Борис Аверин - Владимир Набоков: pro et contra
О Чехове мистер Набоков говорил:
— Ни один писатель не создавал столь патетических образов.
Он говорил:
— Учите наизусть такие рассказы, как «В овраге», «Дуэль», «Дама с собачкой».
«Даму с собачкой» мистер Набоков разбирал с нами в течение нескольких дней, указывая на те места, которые нам надлежало особо отметить, ибо они характерны для творчества Чехова. Подводя итоги, мистер Набоков говорил нам:
— Во-первых, обратите внимание, как рассказана эта история — самым естественным образом, медленно, без перерывов, приглушенным голосом. Во-вторых, обратите внимание, как путем отбора и распределения мелких подробностей создается индивидуальный образ. В-третьих, обратите внимание, что в рассказе нет ни морали, ни проповеди. В-четвертых, обратите внимание, как движение сюжета в рассказе основано на системе колебаний, на нюансах того или иного настроения. Заметьте, что прозаический и поэтический метод противоположны друг другу. Для Чехова и возвышенное и низменное свидетельствуют о красоте и жалостном состоянии мира. В-пятых, обратите внимание, как рассказчик отступает от своего повествования и упоминает о пустяковых деталях, которые не важны для развития сюжета и не имеют символического значения, но существенны для создания общей атмосферы. И, наконец, в-шестых, обратите внимание, что история не досказана до конца. Финальная сцена насыщена пафосом. Двое любовников — это нежнейшая пара, преданнейшие друзья. В типично чеховском рассказе нет развязки — сюжет бледнеет, расплывается, как жизнь; конца нет, ибо, пока идет жизнь, невозможно разрешить все земные заботы.
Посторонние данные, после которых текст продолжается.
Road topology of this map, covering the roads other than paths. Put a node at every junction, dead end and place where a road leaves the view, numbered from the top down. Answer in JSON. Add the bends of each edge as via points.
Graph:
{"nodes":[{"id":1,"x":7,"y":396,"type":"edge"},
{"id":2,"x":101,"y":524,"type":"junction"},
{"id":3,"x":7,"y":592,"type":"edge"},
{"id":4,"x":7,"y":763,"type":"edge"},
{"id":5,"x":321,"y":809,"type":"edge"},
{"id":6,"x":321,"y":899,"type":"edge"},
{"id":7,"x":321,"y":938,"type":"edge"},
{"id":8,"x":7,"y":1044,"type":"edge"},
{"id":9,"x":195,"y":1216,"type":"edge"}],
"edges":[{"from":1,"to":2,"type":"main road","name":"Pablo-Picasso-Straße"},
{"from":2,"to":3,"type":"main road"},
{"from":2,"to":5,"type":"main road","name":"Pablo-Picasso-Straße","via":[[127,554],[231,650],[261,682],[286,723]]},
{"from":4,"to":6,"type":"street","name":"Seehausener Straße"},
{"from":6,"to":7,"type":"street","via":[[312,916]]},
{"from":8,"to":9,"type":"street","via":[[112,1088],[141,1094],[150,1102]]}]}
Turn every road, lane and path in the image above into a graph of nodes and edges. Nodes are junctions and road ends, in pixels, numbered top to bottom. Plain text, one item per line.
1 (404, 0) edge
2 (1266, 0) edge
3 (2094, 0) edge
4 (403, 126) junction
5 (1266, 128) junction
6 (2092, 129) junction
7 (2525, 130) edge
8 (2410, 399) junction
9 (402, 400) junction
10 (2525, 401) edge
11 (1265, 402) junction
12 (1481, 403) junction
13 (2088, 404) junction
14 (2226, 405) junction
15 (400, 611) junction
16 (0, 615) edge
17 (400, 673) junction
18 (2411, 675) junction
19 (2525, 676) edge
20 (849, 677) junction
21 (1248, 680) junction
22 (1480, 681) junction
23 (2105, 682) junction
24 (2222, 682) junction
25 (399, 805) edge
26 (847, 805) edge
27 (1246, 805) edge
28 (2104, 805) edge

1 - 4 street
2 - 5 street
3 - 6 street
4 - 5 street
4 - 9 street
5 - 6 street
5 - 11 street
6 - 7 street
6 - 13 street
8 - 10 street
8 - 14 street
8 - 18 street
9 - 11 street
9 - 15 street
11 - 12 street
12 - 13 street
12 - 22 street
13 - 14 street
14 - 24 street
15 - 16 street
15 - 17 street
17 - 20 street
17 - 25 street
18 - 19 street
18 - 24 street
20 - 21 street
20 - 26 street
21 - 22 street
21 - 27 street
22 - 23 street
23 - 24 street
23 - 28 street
Мистер Набоков рассказывал нам, каким привлекательным, каким мягким и простым человеком был Чехов. Он любил искренних людей. И все любили его. Радикалы критиковали Чехова за то, что он не борется активно за их дело, но Чехов был художником, индивидуалистом; он служил народу и его интересам на свой собственный лад. В 1890 году Чехов поехал на Сахалин и написал о том, какие там ужасные условия жизни. Толстой нежно любил Чехова.
Мистер Набоков рассказывал нам о том, какую роль играет Время в романе Толстого «Война и мир». Толстой создал точную иллюзию Времени. Толстой задавался целью, чтобы часы в повествовании шли в одном ритме с часами читателя, и таким образом он достигал идеального ритма.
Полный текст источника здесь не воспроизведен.